Pour Christian Castelnau, le confinement est "une expérience qu’on n’aurait jamais osé tenter". Ce psychiatre héraultais, qui coordonne l’équipe médicale de la clinique psychiatrique Stella (groupe Oc Santé, à Entre-Vignes, entre Nîmes et Montpellier), revient sur les effets psychologiques du confinement et du déconfinement.
Comment sort-on psychologiquement du confinement ?
Tout dépend de la personnalité de chacun : ceux qui ont le mieux vécu le confinement sont ceux qui ont des phobies sociales. Pour les autres, les souffrances sont différentes, avec des capacités de résilience variables selon les individus.
Pendant le confinement, beaucoup de gens ont réussi à faire avec, malgré des contraintes fortes. "Les mêmes obligations ont été imposées à tout le monde, et ce côté obligatoire, le fait de ne pas avoir à décider, d’avoir quelqu’un qui décide pour vous, a pu avoir un côté rassurant", explique le psychiatre. Peu de personnes se sont plaintes, même si la cohésion initiale, les relations avec les voisins et l’empathie pour les soignants se sont étiolées au fil du temps.
Quels changements ce type de situation peut-il susciter ?
On a beaucoup dit que c’était un temps favorable à l’introspection. Le nombre d’heures disponibles a globalement augmenté, mais tout dépend des capacités de chacun à réfléchir. "Ce qui est sûr, c’est qu’on a vécu beaucoup plus profondément le sens de la mort, ça met une bonne boussole, et ça permet de relativiser beaucoup de choses."
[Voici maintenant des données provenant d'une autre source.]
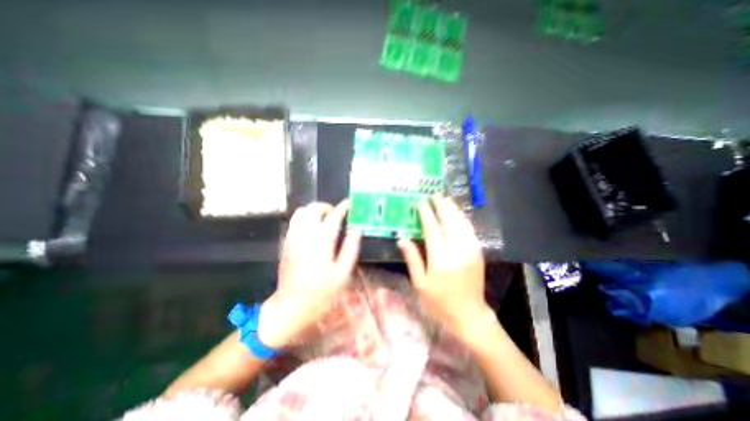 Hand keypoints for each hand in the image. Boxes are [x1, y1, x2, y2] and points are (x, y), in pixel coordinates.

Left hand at [260, 201, 361, 348]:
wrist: (290, 307)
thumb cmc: (321, 293)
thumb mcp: (343, 274)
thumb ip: (350, 248)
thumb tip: (356, 230)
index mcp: (321, 242)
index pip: (333, 217)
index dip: (342, 208)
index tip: (349, 203)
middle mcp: (305, 236)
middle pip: (313, 209)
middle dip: (326, 207)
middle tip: (337, 213)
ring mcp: (293, 238)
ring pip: (301, 212)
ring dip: (314, 210)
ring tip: (325, 218)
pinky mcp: (286, 243)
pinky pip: (295, 222)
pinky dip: (305, 217)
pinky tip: (313, 227)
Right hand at [394, 196, 490, 336]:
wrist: (469, 314)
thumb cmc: (439, 301)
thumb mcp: (420, 283)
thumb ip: (412, 258)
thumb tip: (402, 238)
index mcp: (440, 258)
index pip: (432, 228)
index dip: (426, 213)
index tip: (420, 202)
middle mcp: (458, 249)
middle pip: (449, 220)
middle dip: (442, 205)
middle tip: (435, 194)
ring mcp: (471, 249)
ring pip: (461, 222)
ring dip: (453, 209)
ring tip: (445, 199)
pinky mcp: (478, 251)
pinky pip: (469, 229)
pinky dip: (462, 218)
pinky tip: (457, 214) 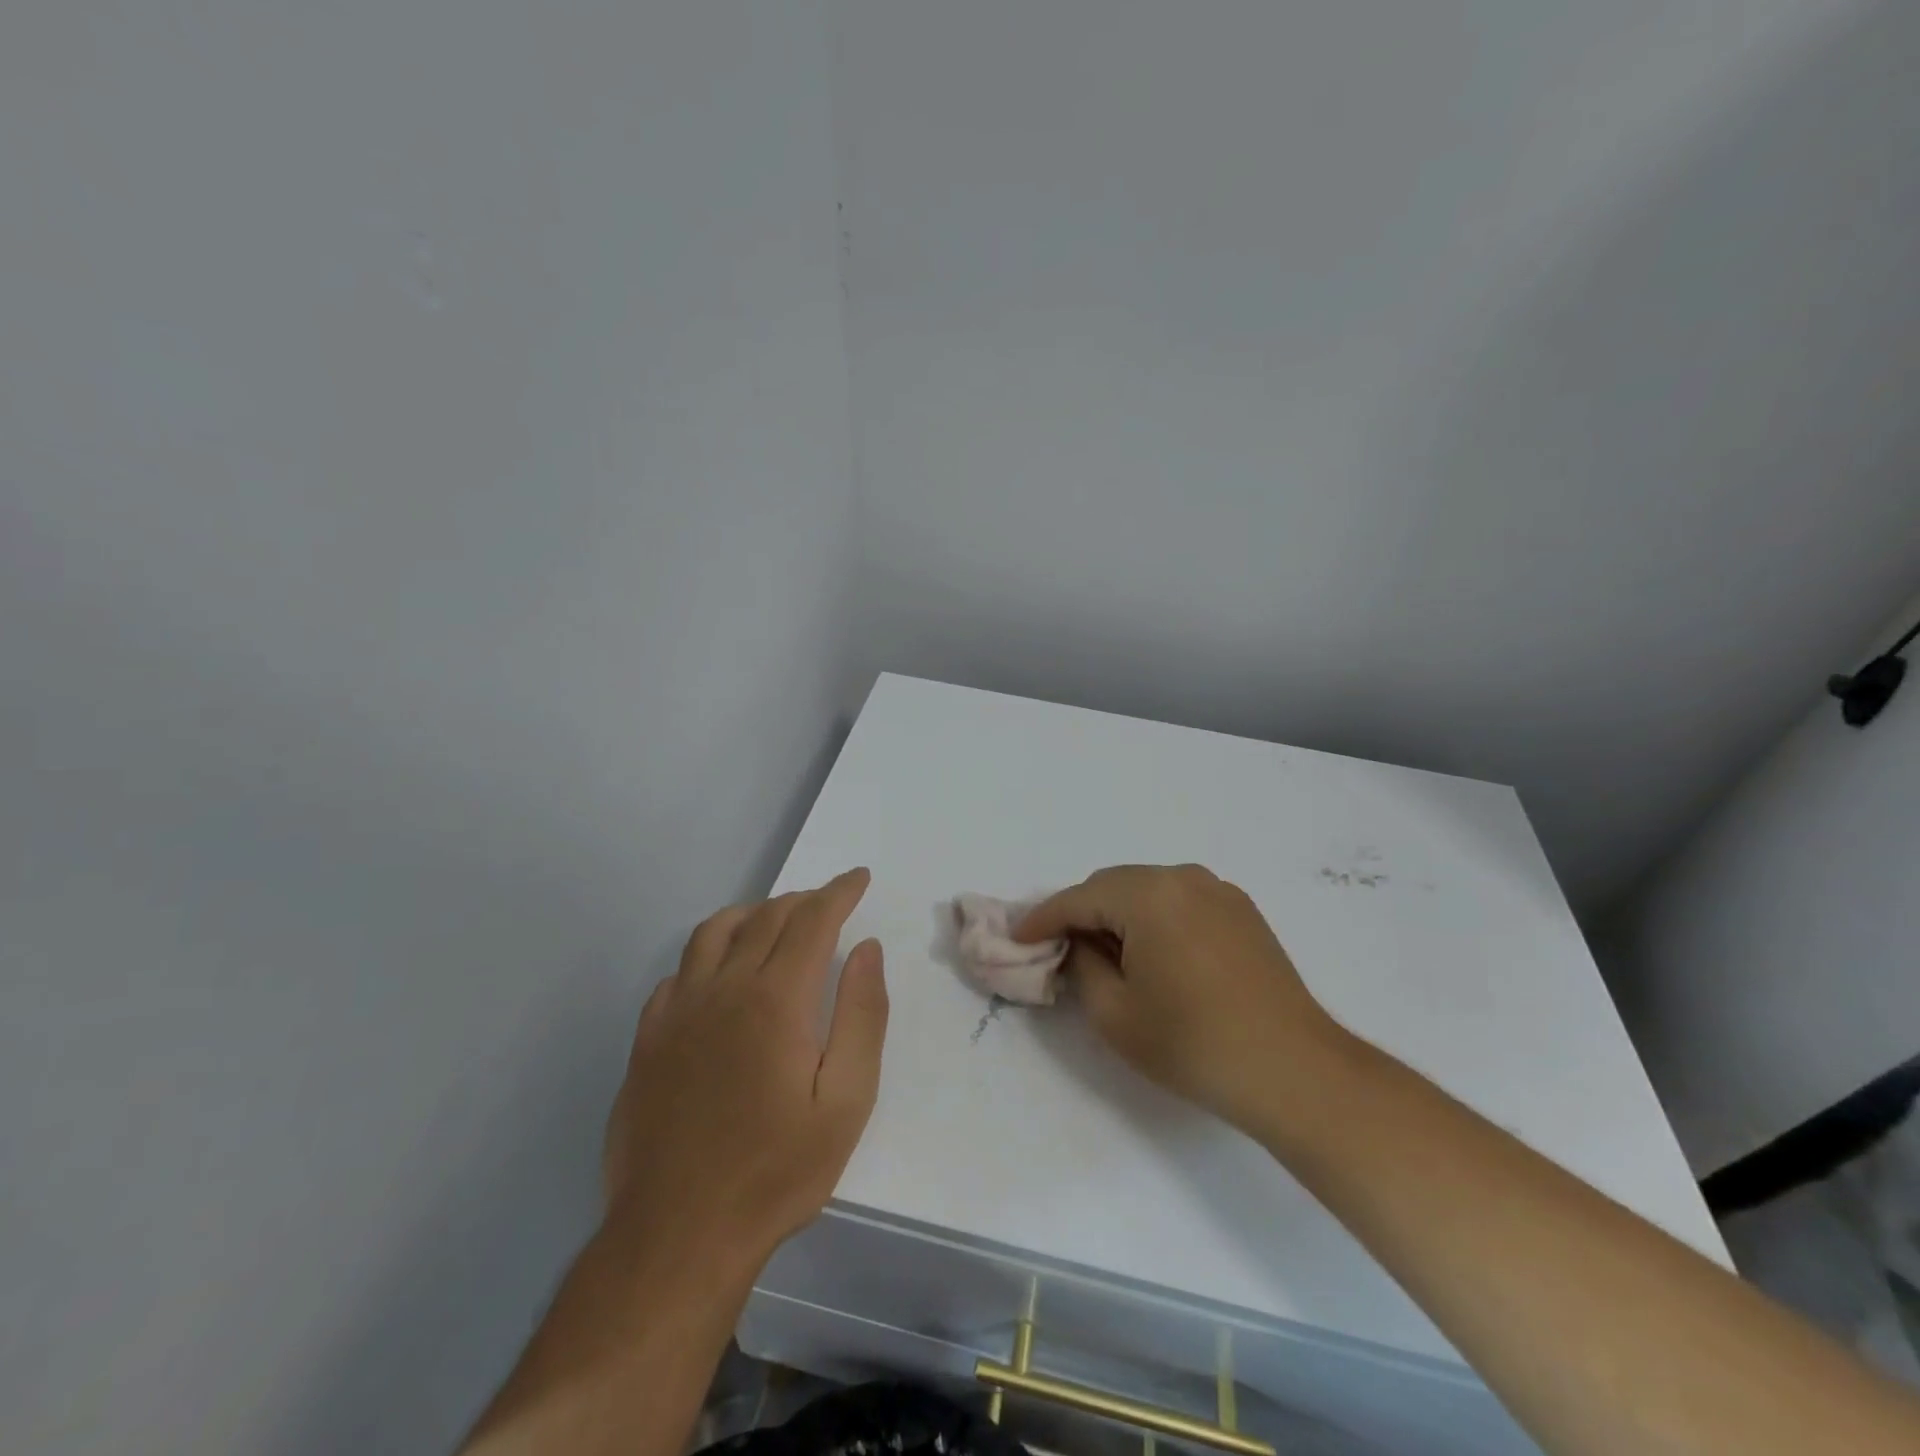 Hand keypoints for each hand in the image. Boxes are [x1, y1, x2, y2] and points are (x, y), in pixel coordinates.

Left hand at [603, 869, 888, 1272]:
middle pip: (766, 918)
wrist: (679, 1235)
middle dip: (804, 900)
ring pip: (714, 932)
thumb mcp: (846, 1100)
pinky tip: (720, 974)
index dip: (839, 893)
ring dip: (753, 913)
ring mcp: (678, 1012)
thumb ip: (861, 1015)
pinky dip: (708, 953)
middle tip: (830, 901)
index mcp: (774, 999)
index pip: (812, 921)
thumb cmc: (777, 1170)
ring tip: (776, 920)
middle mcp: (723, 988)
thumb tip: (866, 949)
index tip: (858, 878)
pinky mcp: (648, 1040)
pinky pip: (679, 972)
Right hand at [1018, 864, 1345, 1131]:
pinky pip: (1180, 902)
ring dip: (1119, 915)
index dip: (1042, 918)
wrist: (1295, 1072)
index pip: (1078, 898)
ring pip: (1148, 891)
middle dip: (1081, 913)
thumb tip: (1079, 945)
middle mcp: (1184, 878)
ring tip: (1106, 955)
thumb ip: (1082, 967)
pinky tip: (1153, 955)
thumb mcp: (1115, 1014)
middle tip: (1059, 950)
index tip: (1016, 939)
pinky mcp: (1243, 912)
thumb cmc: (1194, 1044)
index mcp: (1149, 894)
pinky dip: (1155, 919)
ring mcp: (1219, 891)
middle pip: (1114, 886)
Y aura-t-il un "avant" et un "après" ? Ou tout sera-t-il oublié dans six mois ? "Ça nous inquiète sur le plan philosophique… On n’en sait rien, on va découvrir maintenant les effets du confinement et du déconfinement, et il y aura des effets. Mais aujourd’hui, il est encore difficile de répondre, c’est un champ immense pour la recherche." Plus ou moins de suicides ? Plus d’empathie ? Ce qui est certain, c’est que nous avons vécu une expérience exceptionnelle, avec une éducation accélérée aux questions de santé.
L’engagement des soignants
Les premiers retours sont plutôt positifs. L’engagement des soignants laissera peut-être des traces positives dans une société sclérosée. "Les soignants, et je ne parle pas de nous qui n’étions pas au cœur du réacteur, ont été admirables. Je ne sais pas quel impact durable ça aura sur la société, mais ces vertus humaines positives, cet engagement, font un bien fou."
Comment les personnes souffrant de maladies psychiatriques ont-elles traversé cet épisode ?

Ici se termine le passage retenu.